╭─ Records provided
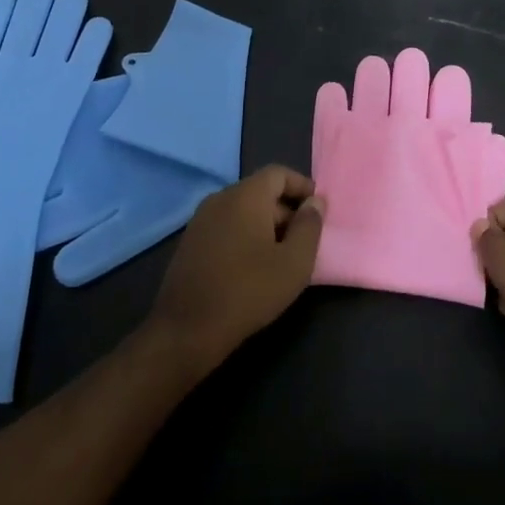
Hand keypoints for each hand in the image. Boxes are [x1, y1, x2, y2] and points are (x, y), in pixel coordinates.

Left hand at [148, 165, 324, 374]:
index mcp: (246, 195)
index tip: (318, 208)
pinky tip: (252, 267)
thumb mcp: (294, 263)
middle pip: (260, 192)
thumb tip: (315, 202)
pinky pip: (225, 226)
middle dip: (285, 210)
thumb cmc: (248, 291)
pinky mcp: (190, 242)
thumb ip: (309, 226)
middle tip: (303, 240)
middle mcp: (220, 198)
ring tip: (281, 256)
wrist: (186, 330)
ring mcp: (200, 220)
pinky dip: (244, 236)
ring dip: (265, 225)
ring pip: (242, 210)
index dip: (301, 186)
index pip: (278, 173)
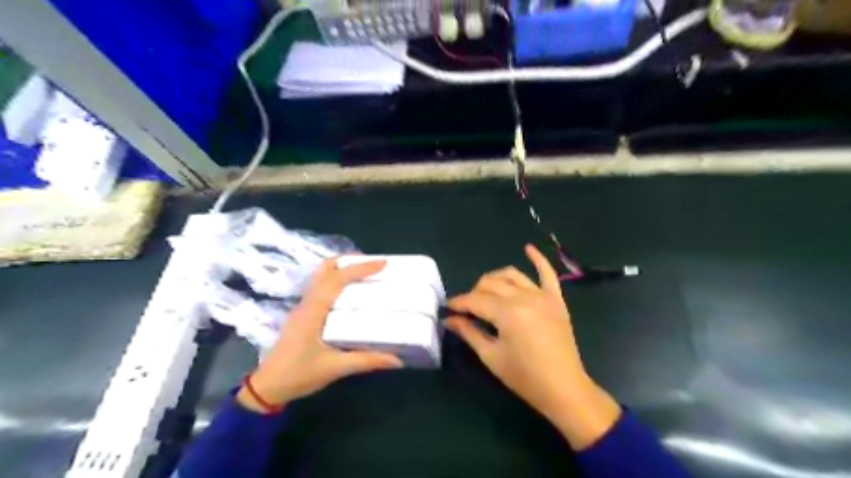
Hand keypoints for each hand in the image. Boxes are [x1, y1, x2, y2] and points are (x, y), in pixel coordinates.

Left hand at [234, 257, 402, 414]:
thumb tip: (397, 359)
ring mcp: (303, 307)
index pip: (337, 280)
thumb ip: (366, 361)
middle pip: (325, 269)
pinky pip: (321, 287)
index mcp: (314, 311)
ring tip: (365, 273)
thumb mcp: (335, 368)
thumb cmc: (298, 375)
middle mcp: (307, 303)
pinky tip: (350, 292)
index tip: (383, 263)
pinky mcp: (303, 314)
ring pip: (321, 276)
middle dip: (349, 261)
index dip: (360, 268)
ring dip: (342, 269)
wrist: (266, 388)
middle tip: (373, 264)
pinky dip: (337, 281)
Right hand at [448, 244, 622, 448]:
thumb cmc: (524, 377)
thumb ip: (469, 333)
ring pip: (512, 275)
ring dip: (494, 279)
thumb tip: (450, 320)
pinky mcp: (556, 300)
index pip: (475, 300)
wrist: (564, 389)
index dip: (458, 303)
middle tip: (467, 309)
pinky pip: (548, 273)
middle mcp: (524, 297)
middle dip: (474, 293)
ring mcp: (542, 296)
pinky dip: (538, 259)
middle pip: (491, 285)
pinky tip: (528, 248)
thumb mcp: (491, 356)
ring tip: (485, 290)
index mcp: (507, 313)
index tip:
╰─
**Exercise:**
Retype each line above exactly. Leave the images out.

**Solution for this problem:**
Hand keypoints for each hand in the image. Boxes are [x1, y1, x2, y2] and points are (x, y), in pixel coordinates.

Left hand at [148, 165, 324, 374]:
index mcp: (246, 195)
index tip: (318, 208)
pinky tip: (252, 267)
thumb mcp: (294, 263)
middle pip: (260, 192)
thumb tip: (315, 202)
pinky pip: (225, 226)
middle dip: (285, 210)
thumb cmc: (248, 291)
pinky mcp: (190, 242)
thumb ip: (309, 226)
middle tip: (303, 240)
middle mcp: (220, 198)
ring tip: (281, 256)
wrist: (186, 330)
ring mcp: (200, 220)
pinky dip: (244, 236)
ring dip: (265, 225)
ring pip: (242, 210)
index dip: (301, 186)
index pip: (278, 173)
Hand keypoints for each hand in the image. Boxes are [x1, y1, x2, y2] and points are (x, y), in pixel coordinates.

Left hand at [234, 257, 402, 414]:
thumb tip: (397, 359)
ring mcp: (303, 307)
index pip: (337, 280)
thumb ip: (366, 361)
middle pip: (325, 269)
pinky pip: (321, 287)
index mcp: (314, 311)
ring tip: (365, 273)
thumb mcp: (335, 368)
thumb cmc: (298, 375)
middle mcp: (307, 303)
pinky tip: (350, 292)
index tip: (383, 263)
pinky mcp: (303, 314)
ring pip: (321, 276)
middle dip: (349, 261)
index dip: (360, 268)
ring dip: (342, 269)
wrist: (266, 388)
middle tip: (373, 264)
pinky dip: (337, 281)
Right hand at [448, 244, 622, 448]:
thumb cmc: (524, 377)
thumb ip: (469, 333)
ring pip: (512, 275)
ring dip: (494, 279)
thumb tip: (450, 320)
pinky mcp: (556, 300)
index pip: (475, 300)
wrist: (564, 389)
index dip: (458, 303)
middle tip: (467, 309)
pinky pip: (548, 273)
middle mcp: (524, 297)
middle dip: (474, 293)
ring mcp: (542, 296)
pinky dip: (538, 259)
middle pip: (491, 285)
pinky tip: (528, 248)
thumb mcp: (491, 356)
ring tip: (485, 290)
index mcp: (507, 313)
index tip:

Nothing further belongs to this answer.